Co-Intelligence book cover

AI has come for our world, whether we like it or not. In Co-Intelligence, Ethan Mollick, takes a positive look at what AI could mean for our lives. He explores how to maximize it’s effectiveness for our productivity and dreams of a “better” world where AI lets us get more done with less effort, and we’re rewarded for it with better wages and less working time. In theory we can then explore our creative sides instead of working all the time.

In these final ideas I think Mollick is way off base. Productivity has risen since the 70’s such that we could already have short work weeks and lots of free time. Instead of getting this capitalist owners have taken more percentage of profit into their bank accounts leaving workers struggling to get by. If things continue as they are, I think it’s more likely we have a very rich few, and many who have no work and no money.

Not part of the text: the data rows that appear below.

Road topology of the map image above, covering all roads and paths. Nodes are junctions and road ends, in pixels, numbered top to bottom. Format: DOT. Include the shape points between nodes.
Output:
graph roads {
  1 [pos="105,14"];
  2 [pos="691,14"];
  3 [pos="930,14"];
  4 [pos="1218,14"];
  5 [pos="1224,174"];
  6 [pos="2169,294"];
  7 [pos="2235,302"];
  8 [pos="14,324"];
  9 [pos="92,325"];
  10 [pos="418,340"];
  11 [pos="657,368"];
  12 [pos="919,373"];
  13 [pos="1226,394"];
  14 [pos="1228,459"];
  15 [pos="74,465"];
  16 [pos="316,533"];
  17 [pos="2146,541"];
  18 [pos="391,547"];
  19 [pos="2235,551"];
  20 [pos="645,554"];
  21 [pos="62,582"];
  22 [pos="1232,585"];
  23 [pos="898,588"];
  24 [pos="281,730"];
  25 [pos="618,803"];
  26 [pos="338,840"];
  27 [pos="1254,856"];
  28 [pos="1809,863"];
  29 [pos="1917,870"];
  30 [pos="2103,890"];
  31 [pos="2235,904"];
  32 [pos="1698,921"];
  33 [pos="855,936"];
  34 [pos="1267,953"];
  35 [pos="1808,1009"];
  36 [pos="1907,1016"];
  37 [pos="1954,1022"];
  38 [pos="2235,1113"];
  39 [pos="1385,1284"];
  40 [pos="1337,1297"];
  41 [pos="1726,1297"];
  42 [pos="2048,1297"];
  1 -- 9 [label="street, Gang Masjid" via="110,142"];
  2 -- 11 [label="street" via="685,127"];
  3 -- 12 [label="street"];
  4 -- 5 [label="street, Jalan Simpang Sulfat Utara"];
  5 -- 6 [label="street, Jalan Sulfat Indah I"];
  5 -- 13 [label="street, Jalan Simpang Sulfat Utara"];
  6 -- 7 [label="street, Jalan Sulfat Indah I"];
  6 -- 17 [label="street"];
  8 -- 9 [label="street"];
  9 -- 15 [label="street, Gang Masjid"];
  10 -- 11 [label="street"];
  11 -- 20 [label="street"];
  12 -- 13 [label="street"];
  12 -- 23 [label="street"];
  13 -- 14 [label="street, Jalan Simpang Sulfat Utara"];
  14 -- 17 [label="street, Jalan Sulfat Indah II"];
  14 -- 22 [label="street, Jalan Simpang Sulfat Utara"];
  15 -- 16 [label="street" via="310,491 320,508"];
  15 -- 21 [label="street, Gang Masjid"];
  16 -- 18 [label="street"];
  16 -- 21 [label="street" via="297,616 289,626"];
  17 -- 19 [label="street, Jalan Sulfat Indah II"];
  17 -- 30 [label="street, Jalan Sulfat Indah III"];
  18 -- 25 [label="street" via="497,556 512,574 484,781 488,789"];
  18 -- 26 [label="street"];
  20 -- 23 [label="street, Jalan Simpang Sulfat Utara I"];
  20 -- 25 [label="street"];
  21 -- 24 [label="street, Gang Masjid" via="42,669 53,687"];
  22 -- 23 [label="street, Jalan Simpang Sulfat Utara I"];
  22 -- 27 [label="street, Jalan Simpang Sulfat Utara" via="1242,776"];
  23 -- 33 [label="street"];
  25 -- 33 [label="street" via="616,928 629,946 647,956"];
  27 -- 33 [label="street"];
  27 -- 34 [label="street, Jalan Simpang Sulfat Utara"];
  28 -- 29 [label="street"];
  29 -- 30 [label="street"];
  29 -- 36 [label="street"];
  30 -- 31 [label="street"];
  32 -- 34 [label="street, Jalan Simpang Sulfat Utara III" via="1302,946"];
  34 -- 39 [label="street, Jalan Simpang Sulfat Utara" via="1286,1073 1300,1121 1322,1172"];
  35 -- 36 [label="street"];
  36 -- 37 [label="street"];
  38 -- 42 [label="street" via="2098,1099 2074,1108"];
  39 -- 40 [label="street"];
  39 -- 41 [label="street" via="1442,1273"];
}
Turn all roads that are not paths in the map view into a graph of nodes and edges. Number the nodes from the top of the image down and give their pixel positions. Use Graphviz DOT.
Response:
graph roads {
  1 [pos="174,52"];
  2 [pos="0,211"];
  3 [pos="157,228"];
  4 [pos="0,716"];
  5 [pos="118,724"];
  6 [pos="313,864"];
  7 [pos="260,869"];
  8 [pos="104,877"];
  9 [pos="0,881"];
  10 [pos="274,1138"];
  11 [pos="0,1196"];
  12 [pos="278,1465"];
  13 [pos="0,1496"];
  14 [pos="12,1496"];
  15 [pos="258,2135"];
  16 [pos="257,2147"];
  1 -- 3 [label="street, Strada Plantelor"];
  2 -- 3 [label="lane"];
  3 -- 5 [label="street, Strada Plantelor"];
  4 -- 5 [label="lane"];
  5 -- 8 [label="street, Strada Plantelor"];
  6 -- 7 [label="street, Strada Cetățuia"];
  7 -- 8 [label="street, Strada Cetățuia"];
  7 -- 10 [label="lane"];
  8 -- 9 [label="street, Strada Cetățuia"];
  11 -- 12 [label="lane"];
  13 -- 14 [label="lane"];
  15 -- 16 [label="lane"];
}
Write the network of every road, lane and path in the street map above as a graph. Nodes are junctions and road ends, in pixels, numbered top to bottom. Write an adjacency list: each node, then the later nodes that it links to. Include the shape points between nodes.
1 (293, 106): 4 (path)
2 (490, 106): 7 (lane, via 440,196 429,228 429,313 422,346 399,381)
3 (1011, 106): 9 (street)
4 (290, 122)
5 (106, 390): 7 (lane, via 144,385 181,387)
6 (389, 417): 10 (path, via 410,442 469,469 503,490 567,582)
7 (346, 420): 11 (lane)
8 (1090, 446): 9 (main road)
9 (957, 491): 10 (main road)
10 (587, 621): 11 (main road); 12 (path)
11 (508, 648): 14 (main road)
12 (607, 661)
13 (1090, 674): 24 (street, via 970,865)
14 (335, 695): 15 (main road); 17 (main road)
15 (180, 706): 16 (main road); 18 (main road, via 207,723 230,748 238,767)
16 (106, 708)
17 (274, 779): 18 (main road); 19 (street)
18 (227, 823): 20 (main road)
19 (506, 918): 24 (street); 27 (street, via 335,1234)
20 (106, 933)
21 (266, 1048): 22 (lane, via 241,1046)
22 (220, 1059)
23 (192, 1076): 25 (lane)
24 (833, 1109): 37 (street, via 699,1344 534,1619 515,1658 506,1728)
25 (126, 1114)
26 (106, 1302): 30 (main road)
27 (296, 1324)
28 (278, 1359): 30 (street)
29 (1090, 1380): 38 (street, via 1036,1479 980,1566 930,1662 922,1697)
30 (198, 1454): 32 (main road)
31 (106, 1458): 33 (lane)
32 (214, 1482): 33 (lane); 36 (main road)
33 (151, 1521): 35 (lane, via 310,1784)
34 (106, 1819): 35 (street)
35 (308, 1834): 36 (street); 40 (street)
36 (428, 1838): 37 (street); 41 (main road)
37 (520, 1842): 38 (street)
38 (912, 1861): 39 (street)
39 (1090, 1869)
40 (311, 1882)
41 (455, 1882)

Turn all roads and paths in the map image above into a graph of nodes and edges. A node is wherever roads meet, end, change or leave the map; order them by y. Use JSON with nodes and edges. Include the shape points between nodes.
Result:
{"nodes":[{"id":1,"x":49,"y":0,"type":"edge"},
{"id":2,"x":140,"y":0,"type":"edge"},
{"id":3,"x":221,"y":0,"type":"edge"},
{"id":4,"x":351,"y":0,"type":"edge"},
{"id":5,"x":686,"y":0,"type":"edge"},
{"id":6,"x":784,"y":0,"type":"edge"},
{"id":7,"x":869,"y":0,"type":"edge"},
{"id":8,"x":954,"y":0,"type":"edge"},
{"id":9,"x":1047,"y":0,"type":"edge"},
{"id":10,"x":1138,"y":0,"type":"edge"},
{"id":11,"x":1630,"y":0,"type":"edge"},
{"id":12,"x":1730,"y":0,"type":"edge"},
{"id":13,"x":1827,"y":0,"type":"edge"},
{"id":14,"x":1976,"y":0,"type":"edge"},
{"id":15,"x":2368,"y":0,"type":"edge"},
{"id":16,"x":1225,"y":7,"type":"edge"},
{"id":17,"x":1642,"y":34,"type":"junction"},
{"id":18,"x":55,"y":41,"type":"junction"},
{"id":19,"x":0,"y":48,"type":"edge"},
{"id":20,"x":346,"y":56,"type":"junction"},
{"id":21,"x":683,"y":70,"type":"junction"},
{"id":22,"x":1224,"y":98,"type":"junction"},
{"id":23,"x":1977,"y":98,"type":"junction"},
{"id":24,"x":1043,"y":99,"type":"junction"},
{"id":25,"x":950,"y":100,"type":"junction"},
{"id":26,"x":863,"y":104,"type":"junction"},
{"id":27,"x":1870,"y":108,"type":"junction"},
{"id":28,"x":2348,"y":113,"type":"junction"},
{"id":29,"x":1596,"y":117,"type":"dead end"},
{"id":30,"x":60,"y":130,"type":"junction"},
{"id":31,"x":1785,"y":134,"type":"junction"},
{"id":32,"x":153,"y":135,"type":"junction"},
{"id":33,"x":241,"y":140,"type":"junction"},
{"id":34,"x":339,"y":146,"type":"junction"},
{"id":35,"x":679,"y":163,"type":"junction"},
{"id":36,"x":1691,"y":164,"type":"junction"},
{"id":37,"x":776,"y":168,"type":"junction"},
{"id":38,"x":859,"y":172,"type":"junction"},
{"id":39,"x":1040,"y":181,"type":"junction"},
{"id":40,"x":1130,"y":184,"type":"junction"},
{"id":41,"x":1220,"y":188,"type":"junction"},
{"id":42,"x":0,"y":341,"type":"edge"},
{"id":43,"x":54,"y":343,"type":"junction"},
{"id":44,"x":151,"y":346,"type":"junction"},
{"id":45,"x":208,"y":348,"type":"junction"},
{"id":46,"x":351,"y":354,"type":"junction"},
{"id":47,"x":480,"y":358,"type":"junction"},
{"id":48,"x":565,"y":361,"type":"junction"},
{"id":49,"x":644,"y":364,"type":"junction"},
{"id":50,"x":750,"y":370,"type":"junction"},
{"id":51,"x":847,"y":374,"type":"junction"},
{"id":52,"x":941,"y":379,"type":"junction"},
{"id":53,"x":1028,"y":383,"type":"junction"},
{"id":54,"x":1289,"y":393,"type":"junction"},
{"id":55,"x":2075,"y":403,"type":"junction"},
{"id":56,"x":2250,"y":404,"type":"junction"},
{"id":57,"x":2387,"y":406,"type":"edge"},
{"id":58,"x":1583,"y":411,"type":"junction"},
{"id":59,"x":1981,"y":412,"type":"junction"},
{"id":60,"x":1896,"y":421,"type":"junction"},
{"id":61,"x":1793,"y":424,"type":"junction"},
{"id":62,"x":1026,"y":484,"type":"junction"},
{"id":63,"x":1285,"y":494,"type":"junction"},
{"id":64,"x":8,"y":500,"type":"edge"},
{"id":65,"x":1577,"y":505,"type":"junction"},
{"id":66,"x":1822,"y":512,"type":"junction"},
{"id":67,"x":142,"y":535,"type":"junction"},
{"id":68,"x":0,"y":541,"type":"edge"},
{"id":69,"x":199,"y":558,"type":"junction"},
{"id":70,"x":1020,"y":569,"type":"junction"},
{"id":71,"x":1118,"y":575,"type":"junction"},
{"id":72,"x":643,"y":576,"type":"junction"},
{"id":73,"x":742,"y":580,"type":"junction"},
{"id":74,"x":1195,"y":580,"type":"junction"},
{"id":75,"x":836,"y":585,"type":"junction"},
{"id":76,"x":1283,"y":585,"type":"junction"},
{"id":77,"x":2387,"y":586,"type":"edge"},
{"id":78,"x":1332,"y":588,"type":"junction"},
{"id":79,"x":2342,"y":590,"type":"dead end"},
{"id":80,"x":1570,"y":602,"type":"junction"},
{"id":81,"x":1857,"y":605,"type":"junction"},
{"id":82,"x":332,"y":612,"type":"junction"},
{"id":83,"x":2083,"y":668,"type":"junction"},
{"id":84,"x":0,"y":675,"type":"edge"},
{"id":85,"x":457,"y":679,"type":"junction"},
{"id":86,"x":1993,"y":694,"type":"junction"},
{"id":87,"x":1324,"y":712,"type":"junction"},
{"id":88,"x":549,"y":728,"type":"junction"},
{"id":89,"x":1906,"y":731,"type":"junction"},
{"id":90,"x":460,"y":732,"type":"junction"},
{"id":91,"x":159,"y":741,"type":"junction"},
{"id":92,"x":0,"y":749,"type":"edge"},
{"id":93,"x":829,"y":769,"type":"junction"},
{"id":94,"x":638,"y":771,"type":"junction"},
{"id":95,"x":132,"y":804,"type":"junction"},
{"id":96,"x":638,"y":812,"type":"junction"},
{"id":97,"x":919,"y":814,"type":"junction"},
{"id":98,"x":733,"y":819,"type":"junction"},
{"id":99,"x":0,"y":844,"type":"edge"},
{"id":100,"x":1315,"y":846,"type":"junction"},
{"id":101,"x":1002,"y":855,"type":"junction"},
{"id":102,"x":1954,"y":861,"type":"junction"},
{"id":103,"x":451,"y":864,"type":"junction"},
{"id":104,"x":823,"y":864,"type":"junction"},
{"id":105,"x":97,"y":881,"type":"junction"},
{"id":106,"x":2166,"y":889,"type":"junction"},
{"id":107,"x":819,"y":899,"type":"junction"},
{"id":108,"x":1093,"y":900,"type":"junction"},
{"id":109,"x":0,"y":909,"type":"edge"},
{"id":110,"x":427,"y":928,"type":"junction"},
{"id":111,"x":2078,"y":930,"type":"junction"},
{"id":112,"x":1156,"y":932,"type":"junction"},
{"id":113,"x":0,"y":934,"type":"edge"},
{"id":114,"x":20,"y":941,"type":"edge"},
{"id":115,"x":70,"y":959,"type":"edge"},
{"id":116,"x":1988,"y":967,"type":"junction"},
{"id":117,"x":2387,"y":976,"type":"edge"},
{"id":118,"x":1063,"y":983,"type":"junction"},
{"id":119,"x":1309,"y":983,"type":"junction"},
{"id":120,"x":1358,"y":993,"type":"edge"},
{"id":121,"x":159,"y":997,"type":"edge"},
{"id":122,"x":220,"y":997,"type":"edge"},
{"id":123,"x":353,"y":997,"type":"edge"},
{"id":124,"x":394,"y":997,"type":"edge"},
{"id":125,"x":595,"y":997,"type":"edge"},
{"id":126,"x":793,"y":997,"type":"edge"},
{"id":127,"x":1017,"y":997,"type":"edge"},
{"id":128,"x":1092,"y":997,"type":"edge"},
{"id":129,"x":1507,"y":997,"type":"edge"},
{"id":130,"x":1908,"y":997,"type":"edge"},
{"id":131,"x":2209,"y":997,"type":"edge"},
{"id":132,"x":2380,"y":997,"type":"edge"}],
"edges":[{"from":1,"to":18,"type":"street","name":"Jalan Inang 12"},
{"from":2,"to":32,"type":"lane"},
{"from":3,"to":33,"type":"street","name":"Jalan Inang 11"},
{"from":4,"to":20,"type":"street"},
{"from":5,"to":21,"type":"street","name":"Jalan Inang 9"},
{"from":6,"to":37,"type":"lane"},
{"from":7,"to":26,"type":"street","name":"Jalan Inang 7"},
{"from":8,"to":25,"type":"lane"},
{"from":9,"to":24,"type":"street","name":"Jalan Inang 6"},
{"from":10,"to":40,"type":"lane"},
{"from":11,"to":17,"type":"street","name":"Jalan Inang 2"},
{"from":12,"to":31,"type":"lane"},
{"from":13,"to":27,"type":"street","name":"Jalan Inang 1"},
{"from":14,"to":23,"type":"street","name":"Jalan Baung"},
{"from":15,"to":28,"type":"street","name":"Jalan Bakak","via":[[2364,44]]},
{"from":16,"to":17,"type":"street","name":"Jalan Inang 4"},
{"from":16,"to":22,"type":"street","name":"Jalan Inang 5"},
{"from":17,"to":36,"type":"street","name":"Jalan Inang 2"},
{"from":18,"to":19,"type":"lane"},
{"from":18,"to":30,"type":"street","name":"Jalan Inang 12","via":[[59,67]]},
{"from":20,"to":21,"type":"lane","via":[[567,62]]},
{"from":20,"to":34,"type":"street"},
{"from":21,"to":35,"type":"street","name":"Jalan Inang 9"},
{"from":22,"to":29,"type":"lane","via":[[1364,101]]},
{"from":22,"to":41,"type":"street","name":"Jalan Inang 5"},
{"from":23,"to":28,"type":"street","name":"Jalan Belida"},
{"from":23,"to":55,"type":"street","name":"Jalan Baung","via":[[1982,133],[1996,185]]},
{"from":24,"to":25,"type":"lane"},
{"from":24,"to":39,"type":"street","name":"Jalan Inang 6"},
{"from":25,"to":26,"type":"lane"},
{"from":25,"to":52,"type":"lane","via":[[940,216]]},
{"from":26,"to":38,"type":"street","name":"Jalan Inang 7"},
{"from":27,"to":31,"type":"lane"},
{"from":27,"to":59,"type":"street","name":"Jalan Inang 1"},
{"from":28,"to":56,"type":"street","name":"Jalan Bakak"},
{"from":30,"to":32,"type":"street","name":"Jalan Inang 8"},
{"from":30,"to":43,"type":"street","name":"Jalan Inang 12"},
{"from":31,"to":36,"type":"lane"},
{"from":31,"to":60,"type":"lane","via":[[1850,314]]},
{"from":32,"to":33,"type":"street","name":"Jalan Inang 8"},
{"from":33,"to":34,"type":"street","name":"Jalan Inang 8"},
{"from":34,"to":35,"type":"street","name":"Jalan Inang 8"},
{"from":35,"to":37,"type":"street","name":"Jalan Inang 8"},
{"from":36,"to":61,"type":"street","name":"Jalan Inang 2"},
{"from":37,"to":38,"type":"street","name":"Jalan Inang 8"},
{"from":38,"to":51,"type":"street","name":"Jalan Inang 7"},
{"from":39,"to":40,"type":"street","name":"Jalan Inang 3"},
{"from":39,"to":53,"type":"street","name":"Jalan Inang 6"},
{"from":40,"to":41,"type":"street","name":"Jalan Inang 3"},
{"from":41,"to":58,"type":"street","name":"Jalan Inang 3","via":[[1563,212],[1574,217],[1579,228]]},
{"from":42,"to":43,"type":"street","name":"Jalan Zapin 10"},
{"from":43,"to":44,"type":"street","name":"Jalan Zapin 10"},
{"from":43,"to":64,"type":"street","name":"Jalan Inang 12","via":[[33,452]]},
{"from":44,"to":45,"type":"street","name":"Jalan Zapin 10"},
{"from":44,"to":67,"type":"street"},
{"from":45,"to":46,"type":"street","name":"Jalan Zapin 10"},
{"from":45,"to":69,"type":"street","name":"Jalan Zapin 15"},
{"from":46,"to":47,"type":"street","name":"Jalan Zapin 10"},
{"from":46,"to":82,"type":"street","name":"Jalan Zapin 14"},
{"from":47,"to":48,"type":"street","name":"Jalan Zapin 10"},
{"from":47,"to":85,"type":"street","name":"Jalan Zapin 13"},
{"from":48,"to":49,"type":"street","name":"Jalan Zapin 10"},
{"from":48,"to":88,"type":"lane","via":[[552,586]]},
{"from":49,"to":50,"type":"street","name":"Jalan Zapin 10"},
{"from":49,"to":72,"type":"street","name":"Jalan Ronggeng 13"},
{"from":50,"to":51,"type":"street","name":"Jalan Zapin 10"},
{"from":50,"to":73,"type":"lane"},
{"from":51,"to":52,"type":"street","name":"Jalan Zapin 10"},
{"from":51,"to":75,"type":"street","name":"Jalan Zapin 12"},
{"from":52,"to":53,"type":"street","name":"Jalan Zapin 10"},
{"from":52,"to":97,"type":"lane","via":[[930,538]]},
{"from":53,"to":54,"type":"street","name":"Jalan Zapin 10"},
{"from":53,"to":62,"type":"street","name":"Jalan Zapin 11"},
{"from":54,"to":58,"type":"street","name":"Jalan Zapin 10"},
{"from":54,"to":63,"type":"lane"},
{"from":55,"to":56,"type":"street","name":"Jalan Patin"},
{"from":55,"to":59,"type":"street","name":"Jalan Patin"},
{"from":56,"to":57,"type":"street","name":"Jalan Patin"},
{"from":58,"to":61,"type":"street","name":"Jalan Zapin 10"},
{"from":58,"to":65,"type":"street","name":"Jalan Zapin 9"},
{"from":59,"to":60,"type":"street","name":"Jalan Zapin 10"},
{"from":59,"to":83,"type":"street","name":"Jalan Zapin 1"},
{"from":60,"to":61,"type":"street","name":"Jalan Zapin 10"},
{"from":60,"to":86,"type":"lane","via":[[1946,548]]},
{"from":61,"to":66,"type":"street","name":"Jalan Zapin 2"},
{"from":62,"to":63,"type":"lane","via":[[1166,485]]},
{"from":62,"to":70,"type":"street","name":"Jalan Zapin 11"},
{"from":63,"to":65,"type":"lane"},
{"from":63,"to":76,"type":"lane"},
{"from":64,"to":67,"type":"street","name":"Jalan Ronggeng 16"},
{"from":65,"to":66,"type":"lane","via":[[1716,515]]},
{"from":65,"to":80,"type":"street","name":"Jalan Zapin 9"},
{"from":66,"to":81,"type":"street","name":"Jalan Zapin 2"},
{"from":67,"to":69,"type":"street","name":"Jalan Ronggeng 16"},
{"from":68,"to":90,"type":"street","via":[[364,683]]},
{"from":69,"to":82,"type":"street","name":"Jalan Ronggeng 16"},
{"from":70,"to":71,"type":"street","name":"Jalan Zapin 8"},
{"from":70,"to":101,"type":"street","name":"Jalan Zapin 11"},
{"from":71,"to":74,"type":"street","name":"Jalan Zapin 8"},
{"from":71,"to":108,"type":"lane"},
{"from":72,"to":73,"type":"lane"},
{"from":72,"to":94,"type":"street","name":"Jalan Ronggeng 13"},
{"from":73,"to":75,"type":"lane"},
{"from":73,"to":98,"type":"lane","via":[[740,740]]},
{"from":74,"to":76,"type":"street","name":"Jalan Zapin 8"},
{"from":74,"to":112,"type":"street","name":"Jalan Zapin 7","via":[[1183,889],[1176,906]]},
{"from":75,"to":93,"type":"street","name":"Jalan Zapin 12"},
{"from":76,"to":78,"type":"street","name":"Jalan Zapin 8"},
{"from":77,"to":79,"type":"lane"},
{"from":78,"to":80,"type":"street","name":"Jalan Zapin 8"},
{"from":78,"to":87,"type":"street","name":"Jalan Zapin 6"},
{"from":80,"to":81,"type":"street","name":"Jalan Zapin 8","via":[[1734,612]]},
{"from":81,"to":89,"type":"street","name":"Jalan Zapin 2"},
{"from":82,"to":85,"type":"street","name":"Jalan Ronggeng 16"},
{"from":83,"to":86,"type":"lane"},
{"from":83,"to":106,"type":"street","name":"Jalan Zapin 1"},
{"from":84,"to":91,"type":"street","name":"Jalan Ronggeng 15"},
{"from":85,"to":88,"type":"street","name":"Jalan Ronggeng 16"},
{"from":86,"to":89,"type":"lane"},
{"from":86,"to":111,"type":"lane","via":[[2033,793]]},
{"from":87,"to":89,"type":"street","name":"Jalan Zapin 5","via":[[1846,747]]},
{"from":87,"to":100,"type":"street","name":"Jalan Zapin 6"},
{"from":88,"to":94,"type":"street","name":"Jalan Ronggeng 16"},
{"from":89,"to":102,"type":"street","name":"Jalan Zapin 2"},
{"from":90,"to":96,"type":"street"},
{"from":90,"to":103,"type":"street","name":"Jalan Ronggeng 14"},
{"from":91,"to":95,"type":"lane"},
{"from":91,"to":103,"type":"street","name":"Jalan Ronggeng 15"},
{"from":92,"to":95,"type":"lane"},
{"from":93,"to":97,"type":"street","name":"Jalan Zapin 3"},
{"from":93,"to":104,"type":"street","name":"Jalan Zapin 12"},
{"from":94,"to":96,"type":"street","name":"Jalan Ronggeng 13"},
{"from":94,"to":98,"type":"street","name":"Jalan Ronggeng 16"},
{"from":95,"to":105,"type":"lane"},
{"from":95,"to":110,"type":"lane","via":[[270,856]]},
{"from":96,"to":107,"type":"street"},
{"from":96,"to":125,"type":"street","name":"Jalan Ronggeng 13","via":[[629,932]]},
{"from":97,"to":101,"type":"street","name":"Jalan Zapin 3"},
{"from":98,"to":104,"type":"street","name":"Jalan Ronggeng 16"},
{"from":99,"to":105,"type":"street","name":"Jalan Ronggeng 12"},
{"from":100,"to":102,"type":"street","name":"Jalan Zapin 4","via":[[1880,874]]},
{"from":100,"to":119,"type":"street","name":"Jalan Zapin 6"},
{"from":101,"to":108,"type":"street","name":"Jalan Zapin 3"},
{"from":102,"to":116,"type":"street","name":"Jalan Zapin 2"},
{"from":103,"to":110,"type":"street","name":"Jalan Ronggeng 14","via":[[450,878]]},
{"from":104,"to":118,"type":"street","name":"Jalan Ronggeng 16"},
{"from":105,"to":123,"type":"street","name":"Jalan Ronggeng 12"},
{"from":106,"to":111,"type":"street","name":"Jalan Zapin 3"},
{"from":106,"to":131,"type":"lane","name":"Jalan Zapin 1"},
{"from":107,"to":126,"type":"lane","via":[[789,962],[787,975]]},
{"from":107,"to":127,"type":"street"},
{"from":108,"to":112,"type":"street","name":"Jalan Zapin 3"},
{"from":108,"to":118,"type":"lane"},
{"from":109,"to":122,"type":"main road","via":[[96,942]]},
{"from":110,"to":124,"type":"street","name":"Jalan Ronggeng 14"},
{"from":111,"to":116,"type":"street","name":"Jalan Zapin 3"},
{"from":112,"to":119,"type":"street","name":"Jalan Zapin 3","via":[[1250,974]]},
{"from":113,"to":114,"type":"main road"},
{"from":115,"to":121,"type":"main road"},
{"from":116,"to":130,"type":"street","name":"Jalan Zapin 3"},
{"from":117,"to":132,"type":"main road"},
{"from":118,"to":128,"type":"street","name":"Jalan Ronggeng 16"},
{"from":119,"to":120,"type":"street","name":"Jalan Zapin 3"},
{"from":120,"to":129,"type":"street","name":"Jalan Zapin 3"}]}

While the book was interesting, I don’t feel like Mollick engaged with any serious critiques of AI and how it’s stolen creative content that was copyrighted to then steal work from people. The only glimmer was a few brief mentions of his worry that we’ll loose the “experts” who can judge AI output in their field because we’ll stop hiring Jr people and thus have no apprenticeship pipeline to build experts.

Overall, Mollick seems to have bought into the techno-utopian ideas that all tech is good and somehow magically society will benefit if we let corporations run with their profit centers unchecked.